DNC Committee Votes Down Climate Debate

Policy

A Greenpeace rally calls for a presidential campaign climate debate on June 12 in Washington, DC. Sarah Silbiger / Getty Images

The Democratic National Committee (DNC) voted down a resolution calling for an official, party-sanctioned debate on the climate crisis, ABC News reported Thursday.


Activists have been leaning on the party to sanction such a debate as part of the 2020 Democratic primary, but DNC’s resolutions committee voted 17-8 Thursday against the measure authored by Washington State Democratic Chair Tina Powdowlaski.

“What you found [was] a section of individuals who wanted to be able to have a climate debate and talk about all the intersectional issues, whether that’s jobs, whether it’s health care, whether it’s national security,” Powdowlaski told CBS News. “And what they got was a big stop sign from the DNC.”

The Sunrise Movement, a grassroots group that has led the push both for the Green New Deal and for a climate debate, filled the party conference in San Francisco where the vote was held with up to 100 people, HuffPost reported.
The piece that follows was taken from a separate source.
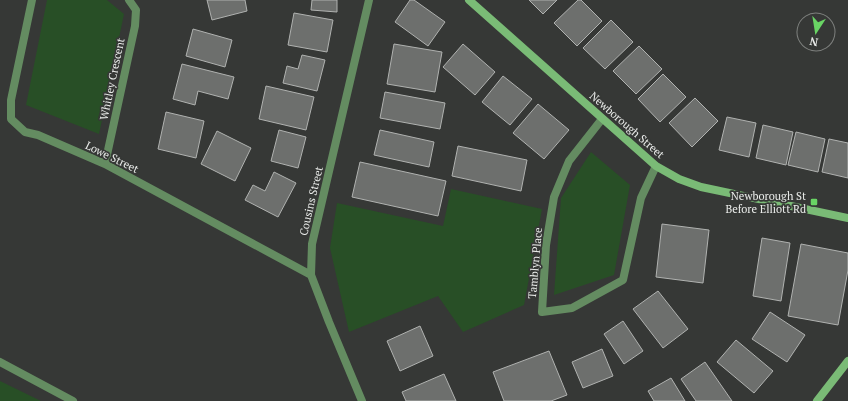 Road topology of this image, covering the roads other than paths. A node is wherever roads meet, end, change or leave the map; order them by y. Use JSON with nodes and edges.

Before and after the vote, activists sang the union song “Which Side Are You On?” according to The Mercury News.

“We deserve a chance at a livable future,” one Sunrise activist shouted after the vote, as HuffPost reported. “We deserve a climate debate.”

DNC Chair Tom Perez has long opposed a climate debate.

“If we change our guidelines at the request of one candidate who has made climate change their campaign’s signature issue, how do we say no to the numerous other requests we’ve had?” Perez wrote in a June blog post reported by ABC News. “How do we say no to other candidates in the race who may request debates focused on an issue they’ve made central to their own campaigns?”

Other opponents of the measure questioned why the climate crisis should be given priority over other issues like gun violence or fair elections, and argued it was too late in the election cycle to change the rules to organize single-issue debates generally, CBS reported.

“I think this is dangerous territory in the middle of a primary process,” Symone Sanders, resolutions committee member and senior adviser to Joe Biden, said Thursday, as CBS News reported.

Despite Sanders’ opposition, Joe Biden, like most of the other Democratic primary candidates, has said he would support a climate debate, HuffPost reported.

CNN and MSNBC are both hosting forums on climate change in September, but there is a difference between a debate and a forum, as The Mercury News explained. Forums can be held by third-party groups, but the candidates can only speak one at a time and cannot engage each other directly on their policy proposals. Activists believe that climate policy deserves a full back-and-forth.

“None of the candidates can be on the same stage together,” Powdalaski told CBS News. “And the town hall themselves would be getting one-tenth of the viewership the debates have been getting. So the DNC has basically put a pin in how they feel about the No. 1 issue for voters 18 to 35.”

However, supporters of a climate debate did win a partial victory: The committee passed a resolution allowing a non-DNC sponsored climate forum “with the candidates appearing on the same stage, engaging one another in discussion,” The Mercury News reported. However, it is unclear if DNC rules will actually permit this.

“This partial victory shows the strength of the grassroots movement and the power of young people,” Sunrise Movement spokesperson Sofie Karasek said in a statement reported by HuffPost. “In the coming days and months, we’ll keep fighting to make sure the DNC and Tom Perez treat the climate crisis like the emergency that it is, and give it the airtime and attention that it deserves.”

Supporters of an official climate debate will have another chance to press the issue Saturday at the full DNC general session, according to HuffPost. The Sunrise Movement is still gathering signatures for a petition calling on the DNC to change its mind.